## EXERCISE
Go through the entries below and return every line that contains "bottom".

Start of WORKING DATA

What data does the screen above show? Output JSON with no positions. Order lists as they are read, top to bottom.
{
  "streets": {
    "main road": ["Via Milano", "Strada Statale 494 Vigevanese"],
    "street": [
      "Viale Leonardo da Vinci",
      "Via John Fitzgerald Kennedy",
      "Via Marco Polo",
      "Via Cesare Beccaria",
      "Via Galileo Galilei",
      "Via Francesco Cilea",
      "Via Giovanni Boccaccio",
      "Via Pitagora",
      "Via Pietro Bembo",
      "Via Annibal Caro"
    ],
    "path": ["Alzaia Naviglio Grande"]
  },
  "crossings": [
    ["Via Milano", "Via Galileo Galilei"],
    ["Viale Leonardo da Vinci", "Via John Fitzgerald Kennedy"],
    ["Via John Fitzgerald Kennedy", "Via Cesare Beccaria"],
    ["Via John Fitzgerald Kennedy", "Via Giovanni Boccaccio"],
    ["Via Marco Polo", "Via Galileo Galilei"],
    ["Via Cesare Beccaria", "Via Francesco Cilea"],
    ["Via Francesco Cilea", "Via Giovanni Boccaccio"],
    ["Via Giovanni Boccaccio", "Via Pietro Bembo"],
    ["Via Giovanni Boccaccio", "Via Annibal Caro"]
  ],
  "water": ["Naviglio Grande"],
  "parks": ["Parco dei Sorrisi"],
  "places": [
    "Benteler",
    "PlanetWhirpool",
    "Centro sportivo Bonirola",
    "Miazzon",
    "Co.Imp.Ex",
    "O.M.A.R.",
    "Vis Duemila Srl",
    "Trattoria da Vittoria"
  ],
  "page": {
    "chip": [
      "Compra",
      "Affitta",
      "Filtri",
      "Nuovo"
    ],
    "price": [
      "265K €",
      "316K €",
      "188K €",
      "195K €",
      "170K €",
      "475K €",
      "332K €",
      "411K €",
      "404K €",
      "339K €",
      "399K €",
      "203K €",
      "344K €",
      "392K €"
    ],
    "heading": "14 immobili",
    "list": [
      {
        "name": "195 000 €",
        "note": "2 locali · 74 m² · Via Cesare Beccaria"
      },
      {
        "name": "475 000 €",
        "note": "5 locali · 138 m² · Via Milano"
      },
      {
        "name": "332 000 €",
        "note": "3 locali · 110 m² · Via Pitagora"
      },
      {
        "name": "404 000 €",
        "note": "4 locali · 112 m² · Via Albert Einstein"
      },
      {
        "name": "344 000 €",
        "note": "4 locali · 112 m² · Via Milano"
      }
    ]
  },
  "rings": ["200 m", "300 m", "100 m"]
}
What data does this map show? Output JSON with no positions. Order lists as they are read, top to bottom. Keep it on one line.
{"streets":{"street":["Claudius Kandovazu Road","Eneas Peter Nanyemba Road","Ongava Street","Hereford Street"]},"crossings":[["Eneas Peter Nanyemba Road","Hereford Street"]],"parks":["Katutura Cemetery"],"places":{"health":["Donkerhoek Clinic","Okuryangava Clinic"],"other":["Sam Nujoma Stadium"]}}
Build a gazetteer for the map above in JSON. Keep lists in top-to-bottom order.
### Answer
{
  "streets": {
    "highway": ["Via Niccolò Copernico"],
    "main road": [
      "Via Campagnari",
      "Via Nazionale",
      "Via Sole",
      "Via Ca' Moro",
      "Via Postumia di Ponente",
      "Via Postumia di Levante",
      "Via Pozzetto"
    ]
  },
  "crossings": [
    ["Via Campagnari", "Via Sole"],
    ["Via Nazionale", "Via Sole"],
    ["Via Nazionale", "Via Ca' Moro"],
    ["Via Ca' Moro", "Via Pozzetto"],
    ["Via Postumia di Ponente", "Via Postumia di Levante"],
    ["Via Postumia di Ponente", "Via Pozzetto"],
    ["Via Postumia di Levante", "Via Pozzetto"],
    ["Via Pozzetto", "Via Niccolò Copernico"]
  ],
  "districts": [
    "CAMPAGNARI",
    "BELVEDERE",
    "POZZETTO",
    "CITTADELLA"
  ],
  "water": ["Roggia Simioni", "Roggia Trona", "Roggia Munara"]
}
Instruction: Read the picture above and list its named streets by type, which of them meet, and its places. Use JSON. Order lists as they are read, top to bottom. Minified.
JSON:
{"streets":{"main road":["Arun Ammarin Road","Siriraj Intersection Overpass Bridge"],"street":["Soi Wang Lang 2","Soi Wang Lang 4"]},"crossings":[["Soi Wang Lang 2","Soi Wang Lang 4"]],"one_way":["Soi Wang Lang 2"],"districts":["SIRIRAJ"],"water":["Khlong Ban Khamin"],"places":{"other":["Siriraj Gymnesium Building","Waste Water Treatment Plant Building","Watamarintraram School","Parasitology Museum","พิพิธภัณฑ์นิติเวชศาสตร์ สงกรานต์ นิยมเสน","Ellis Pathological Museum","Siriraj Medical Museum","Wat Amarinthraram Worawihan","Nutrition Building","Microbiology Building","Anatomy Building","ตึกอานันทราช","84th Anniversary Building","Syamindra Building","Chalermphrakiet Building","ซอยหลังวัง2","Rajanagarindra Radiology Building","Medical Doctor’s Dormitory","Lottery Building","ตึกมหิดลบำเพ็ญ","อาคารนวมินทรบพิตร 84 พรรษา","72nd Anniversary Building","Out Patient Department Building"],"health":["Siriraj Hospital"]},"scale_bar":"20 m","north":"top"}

End of WORKING DATA

## TASK RESULT
What data does the screen above show? Output JSON with no positions. Order lists as they are read, top to bottom.
What data does this map show? Output JSON with no positions. Order lists as they are read, top to bottom. Keep it on one line.
Build a gazetteer for the map above in JSON. Keep lists in top-to-bottom order.
Instruction: Read the picture above and list its named streets by type, which of them meet, and its places. Use JSON. Order lists as they are read, top to bottom. Minified.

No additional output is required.